[Items from a data source]
%%

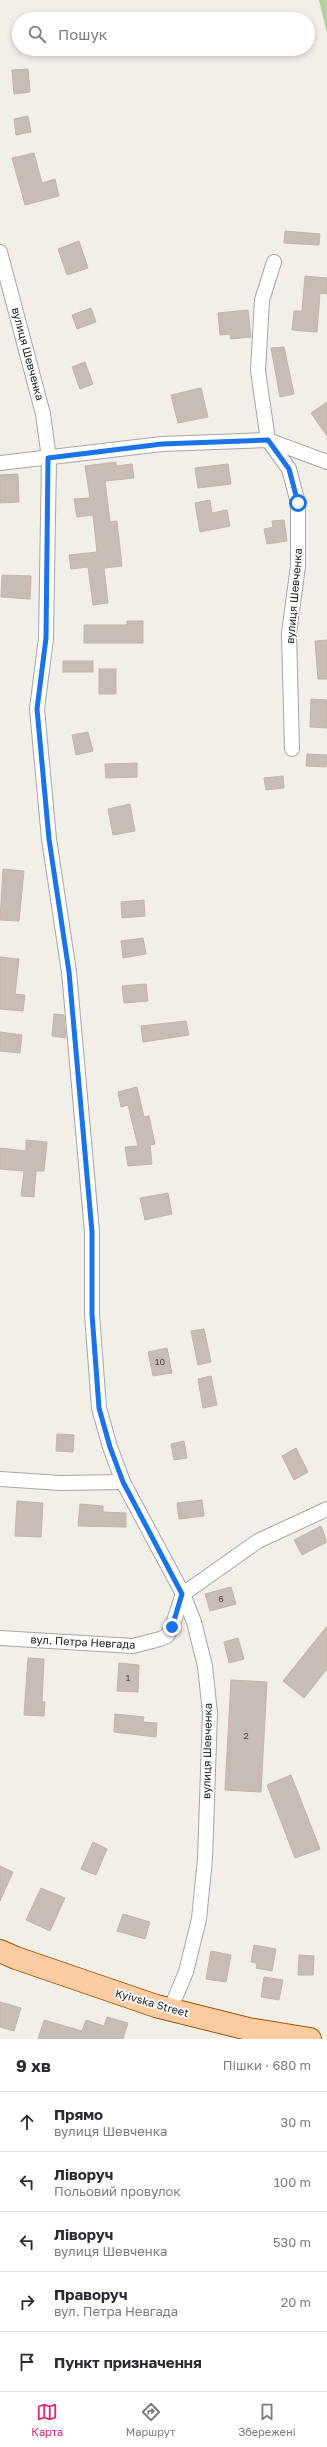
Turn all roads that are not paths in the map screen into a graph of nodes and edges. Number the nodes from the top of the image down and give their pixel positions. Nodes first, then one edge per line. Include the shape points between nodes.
1 (0, 252) edge
2 (274, 262) dead end
3 (268, 440) junction
4 (48, 458) junction
5 (327, 462) edge
6 (0, 463) edge
7 (292, 749) dead end
8 (0, 1479) edge
9 (123, 1482) junction
10 (327, 1509) edge
11 (182, 1594) junction
12 (0, 1638) edge
13 (0, 1950) edge
14 (170, 2010) junction
15 (310, 2039) edge

1 - 4 street, вулиця Шевченка via 43,414
2 - 3 street, вулиця Шевченка via 262,300 258,371
3 - 4 street via 162,444
3 - 5 street
3 - 7 street, вулиця Шевченка via 289,469 298,503 298,566 289,633
4 - 6 street
4 - 9 street, вулиця Шевченка via 46,638 37,709 49,839 69,972 92,1232 92,1314 99,1408
8 - 9 street via 61,1483
9 - 11 street, вулиця Шевченка
10 - 11 street via 258,1541
11 - 12 street, вул. Петра Невгада via 167,1636 146,1644 133,1646
11 - 14 street, вулиця Шевченка via 194,1622 205,1666 210,1713 205,1860 199,1919 186,1972
13 - 14 main road, Kyivska Street via 16,1958
14 - 15 main road, Kyivska Street via 248,2029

%%

What to produce: Write out each entry again exactly, and skip the pictures.

Output of the task:
Turn all roads that are not paths in the map screen into a graph of nodes and edges. Number the nodes from the top of the image down and give their pixel positions. Nodes first, then one edge per line. Include the shape points between nodes.
1 (0, 252) edge
2 (274, 262) dead end
3 (268, 440) junction
4 (48, 458) junction
5 (327, 462) edge
6 (0, 463) edge
7 (292, 749) dead end
8 (0, 1479) edge
9 (123, 1482) junction
10 (327, 1509) edge
11 (182, 1594) junction
12 (0, 1638) edge
13 (0, 1950) edge
14 (170, 2010) junction
15 (310, 2039) edge

1 - 4 street, вулиця Шевченка via 43,414
2 - 3 street, вулиця Шевченка via 262,300 258,371
3 - 4 street via 162,444
3 - 5 street
3 - 7 street, вулиця Шевченка via 289,469 298,503 298,566 289,633
4 - 6 street
4 - 9 street, вулиця Шевченка via 46,638 37,709 49,839 69,972 92,1232 92,1314 99,1408
8 - 9 street via 61,1483
9 - 11 street, вулиця Шевченка
10 - 11 street via 258,1541
11 - 12 street, вул. Петра Невгада via 167,1636 146,1644 133,1646
11 - 14 street, вулиця Шевченка via 194,1622 205,1666 210,1713 205,1860 199,1919 186,1972
13 - 14 main road, Kyivska Street via 16,1958
14 - 15 main road, Kyivska Street via 248,2029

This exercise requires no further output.